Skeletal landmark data
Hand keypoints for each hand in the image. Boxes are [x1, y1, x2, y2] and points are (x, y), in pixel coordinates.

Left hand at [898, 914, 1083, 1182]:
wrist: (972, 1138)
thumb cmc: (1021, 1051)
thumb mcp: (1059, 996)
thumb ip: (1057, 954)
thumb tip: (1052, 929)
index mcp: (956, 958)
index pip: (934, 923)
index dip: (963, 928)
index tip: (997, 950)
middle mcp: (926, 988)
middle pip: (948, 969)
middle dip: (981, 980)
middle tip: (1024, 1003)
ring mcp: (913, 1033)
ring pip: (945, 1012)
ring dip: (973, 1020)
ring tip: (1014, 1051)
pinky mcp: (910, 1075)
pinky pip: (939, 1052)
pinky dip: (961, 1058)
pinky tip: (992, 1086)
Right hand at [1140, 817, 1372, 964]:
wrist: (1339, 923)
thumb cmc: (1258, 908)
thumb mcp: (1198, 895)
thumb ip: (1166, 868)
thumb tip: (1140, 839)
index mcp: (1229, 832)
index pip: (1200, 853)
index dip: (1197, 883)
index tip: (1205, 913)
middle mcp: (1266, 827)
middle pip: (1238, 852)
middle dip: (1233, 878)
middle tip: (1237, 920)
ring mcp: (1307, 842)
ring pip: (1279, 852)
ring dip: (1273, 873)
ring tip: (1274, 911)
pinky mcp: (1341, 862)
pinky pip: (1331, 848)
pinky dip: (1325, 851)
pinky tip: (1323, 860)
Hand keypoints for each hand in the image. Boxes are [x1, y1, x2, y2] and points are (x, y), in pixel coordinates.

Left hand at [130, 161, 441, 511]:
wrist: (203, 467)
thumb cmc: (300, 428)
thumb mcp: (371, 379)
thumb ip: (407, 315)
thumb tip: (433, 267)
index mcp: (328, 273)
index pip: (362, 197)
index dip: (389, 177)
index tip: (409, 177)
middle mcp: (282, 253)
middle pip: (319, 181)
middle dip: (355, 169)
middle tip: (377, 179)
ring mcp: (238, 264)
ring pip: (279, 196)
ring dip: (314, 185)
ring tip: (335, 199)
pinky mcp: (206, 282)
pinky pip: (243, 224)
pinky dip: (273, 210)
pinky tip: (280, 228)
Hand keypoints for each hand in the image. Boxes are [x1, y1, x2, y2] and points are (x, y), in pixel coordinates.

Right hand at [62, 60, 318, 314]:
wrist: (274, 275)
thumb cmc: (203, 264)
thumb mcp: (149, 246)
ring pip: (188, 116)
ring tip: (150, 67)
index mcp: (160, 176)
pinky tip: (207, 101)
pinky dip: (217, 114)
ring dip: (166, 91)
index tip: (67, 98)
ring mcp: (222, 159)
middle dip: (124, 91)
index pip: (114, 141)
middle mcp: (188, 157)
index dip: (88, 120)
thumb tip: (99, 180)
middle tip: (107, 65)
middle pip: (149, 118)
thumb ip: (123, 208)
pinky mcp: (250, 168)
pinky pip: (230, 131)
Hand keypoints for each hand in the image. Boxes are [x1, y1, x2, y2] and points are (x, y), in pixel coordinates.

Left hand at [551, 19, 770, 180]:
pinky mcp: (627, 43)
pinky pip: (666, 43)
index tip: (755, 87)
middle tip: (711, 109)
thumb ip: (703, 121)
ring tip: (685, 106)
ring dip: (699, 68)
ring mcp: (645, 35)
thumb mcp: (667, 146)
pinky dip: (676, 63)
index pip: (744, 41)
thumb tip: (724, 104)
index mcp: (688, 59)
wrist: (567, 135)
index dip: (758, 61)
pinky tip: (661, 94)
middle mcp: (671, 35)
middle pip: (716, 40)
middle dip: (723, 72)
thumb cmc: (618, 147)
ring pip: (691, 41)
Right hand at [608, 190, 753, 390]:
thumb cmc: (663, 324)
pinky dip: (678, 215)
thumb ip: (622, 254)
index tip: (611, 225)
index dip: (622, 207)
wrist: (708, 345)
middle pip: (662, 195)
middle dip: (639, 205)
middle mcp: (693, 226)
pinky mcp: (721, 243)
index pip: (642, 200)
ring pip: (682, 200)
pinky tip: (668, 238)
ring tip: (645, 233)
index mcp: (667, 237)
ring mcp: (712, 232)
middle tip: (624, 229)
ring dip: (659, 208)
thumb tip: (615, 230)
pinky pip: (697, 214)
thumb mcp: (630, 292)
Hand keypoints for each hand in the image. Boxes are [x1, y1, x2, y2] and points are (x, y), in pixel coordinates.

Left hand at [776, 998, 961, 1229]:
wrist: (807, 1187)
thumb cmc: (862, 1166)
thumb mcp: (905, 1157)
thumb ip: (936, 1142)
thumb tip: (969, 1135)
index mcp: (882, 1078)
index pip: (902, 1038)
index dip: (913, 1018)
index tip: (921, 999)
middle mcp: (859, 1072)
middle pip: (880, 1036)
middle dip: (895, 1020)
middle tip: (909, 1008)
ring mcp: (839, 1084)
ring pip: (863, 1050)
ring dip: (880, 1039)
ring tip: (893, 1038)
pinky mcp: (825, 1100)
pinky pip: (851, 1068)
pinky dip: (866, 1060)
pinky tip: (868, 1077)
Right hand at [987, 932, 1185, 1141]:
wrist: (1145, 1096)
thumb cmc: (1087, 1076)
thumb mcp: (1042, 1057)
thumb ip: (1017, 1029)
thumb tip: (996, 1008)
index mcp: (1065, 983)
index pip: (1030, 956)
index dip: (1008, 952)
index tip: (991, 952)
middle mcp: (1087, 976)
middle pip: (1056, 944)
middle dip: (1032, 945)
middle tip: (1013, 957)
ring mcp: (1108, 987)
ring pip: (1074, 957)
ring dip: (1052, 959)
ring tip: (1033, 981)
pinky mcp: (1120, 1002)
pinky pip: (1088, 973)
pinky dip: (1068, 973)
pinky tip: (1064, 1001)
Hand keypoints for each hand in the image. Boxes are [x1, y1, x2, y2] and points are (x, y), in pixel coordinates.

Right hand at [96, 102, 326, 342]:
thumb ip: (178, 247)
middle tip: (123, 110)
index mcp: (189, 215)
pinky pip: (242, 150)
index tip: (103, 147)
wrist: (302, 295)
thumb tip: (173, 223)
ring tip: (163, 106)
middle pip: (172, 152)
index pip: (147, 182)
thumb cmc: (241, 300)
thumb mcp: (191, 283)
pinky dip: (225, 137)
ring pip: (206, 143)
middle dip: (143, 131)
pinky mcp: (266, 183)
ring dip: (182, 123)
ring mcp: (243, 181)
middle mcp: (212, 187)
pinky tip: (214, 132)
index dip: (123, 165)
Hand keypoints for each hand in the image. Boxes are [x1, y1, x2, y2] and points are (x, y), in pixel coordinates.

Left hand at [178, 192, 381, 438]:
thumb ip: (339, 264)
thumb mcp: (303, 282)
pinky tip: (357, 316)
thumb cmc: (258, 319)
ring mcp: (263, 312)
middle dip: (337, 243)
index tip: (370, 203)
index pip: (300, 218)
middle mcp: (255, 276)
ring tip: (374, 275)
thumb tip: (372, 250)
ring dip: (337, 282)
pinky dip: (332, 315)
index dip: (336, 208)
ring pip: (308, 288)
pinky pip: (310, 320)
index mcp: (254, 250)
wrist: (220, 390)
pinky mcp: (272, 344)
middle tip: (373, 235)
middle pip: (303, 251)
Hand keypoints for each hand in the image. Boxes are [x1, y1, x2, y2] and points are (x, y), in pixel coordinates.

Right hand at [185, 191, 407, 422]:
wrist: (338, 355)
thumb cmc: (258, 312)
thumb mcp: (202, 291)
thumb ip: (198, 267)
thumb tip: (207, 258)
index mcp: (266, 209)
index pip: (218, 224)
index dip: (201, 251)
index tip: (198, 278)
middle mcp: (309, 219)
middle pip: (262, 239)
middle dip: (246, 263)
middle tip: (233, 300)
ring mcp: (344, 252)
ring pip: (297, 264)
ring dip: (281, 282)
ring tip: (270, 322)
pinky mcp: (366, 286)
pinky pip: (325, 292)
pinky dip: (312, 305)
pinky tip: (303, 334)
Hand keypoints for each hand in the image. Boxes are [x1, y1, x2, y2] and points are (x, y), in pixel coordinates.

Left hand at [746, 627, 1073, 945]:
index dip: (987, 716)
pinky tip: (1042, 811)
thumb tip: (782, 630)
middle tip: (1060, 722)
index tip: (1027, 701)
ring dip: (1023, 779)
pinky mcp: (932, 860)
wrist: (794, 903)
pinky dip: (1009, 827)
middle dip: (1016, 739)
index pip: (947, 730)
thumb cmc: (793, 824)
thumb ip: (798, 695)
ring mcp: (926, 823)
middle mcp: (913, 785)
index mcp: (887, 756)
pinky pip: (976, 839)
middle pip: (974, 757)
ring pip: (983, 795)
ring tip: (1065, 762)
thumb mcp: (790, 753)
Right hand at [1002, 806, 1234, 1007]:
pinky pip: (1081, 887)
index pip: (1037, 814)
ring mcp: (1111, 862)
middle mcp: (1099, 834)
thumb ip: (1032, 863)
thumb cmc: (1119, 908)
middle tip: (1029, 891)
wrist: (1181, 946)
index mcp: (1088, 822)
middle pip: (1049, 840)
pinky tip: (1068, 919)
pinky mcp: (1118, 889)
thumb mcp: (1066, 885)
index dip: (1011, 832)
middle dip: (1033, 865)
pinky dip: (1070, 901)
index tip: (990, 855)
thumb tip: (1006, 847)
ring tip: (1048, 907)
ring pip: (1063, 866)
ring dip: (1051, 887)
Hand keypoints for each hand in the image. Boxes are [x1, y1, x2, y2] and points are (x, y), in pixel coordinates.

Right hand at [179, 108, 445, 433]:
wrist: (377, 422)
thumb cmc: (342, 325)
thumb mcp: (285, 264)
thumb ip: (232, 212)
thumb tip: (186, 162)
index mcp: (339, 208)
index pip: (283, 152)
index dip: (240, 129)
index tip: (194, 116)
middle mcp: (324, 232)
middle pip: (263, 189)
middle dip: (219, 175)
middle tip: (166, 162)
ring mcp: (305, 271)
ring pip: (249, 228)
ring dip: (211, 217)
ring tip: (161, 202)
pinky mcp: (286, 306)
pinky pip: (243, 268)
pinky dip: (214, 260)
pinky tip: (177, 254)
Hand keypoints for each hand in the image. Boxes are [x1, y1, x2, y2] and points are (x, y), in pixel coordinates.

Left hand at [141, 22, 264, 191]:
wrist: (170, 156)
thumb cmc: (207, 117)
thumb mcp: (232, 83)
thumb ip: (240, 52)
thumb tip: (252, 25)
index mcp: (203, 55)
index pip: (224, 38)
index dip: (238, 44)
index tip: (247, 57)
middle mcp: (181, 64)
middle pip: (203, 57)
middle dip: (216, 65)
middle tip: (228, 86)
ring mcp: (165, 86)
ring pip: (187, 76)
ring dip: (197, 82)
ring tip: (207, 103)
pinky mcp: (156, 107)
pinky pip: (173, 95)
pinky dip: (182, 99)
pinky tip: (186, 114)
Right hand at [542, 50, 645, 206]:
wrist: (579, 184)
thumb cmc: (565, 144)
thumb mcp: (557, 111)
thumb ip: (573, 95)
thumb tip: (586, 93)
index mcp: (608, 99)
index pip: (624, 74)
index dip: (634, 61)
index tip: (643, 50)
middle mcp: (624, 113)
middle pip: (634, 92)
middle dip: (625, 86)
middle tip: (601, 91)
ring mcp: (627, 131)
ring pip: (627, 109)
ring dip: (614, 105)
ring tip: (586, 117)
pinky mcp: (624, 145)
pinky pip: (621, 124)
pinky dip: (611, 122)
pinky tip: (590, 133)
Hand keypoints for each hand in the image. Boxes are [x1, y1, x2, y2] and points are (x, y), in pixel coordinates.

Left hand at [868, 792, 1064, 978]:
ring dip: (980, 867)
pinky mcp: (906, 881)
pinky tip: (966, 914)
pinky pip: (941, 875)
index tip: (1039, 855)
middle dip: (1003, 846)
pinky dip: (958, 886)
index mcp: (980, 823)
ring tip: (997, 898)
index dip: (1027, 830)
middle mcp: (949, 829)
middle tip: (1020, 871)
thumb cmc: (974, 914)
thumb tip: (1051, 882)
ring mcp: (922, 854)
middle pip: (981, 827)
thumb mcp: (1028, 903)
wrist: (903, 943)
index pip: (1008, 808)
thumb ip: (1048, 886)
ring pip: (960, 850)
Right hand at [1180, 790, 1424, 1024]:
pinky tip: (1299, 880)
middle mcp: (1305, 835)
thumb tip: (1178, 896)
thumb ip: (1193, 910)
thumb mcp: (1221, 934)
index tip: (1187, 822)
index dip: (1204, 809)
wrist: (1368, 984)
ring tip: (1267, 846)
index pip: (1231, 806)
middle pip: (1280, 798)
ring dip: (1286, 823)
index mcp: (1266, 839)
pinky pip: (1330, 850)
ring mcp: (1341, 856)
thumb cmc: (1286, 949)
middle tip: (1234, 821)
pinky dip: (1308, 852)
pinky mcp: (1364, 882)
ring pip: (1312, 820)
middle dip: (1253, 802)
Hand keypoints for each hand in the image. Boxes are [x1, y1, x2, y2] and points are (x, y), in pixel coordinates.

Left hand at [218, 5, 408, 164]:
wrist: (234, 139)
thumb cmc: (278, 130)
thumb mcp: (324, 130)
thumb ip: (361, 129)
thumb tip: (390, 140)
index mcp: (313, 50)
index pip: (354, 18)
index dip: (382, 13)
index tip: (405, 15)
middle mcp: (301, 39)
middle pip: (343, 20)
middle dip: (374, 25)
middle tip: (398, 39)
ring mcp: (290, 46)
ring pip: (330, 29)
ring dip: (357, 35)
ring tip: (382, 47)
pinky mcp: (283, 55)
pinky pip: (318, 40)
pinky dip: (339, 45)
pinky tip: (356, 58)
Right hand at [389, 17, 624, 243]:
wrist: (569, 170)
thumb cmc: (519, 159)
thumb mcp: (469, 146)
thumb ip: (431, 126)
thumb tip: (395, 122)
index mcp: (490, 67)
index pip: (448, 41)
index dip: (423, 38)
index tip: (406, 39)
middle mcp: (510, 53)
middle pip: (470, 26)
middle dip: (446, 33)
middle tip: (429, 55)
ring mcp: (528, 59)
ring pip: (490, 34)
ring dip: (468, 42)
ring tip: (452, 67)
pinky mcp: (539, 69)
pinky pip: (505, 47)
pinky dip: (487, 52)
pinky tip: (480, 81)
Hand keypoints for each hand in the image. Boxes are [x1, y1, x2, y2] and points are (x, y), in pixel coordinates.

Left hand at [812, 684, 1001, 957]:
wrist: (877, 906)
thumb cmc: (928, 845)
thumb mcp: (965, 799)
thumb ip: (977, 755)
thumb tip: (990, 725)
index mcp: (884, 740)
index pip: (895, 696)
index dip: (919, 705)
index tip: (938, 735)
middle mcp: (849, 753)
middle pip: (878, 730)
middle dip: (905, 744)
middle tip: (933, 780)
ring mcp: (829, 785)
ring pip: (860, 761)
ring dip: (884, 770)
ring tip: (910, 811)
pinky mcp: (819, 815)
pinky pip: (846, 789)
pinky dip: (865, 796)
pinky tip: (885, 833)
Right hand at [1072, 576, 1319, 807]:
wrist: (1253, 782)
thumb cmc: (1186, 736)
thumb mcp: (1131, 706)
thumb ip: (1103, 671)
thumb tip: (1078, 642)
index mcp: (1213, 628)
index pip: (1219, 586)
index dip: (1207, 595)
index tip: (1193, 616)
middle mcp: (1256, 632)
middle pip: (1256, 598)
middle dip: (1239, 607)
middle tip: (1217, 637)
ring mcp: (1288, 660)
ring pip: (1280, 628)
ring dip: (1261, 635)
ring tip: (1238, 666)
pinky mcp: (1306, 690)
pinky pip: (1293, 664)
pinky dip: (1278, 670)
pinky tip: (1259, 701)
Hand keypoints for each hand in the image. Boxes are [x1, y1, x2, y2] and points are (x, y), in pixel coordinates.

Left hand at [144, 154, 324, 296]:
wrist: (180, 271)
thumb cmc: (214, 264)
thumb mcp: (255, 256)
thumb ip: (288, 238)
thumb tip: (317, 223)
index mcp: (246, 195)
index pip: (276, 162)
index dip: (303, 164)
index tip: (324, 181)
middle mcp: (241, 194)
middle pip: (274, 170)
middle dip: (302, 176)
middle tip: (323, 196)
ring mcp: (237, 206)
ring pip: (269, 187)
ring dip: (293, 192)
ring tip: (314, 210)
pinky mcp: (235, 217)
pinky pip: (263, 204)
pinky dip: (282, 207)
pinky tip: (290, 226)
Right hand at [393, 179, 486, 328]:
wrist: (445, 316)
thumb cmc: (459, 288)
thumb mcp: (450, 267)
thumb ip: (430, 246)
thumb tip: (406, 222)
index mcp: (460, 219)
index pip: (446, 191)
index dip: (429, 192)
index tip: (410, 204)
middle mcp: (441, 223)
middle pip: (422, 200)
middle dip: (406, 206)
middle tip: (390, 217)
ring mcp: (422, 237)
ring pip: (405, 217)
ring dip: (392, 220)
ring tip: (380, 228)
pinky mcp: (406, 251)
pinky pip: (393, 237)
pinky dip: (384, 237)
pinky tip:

# Action item:
Would you retype exactly the lines above, from the line with "thumb cmc: (663, 324)" to the line with "thumb mcp: (905, 1157)", with both end lines kept and nothing more?

# Answer space:
thumb cmc: (663, 324)
pinky dip: (678, 215)
thumb ip: (622, 254)
index tip: (611, 225)
index dip: (622, 207)
wrist: (708, 345)
middle pip: (662, 195)
middle dip: (639, 205)
middle mcp: (693, 226)
pinky mcp: (721, 243)
index pip: (642, 200)
ring pip: (682, 200)
pinky tip: (668, 238)
ring tip: (645, 233)
index mcp: (667, 237)
ring mcp: (712, 232)
middle tip: (624, 229)
ring dip: (659, 208)
thumb tip: (615, 230)
pinky pip: (697, 214)
thumb mcp: (630, 292)
Hand keypoints for each hand in the image. Boxes are [x1, y1, x2, y2] and points are (x, y), in pixel coordinates.

Left hand at [776, 998, 961, 1229]:
wrist: (807, 1187)
thumb cmc: (862, 1166)
thumb mcp: (905, 1157)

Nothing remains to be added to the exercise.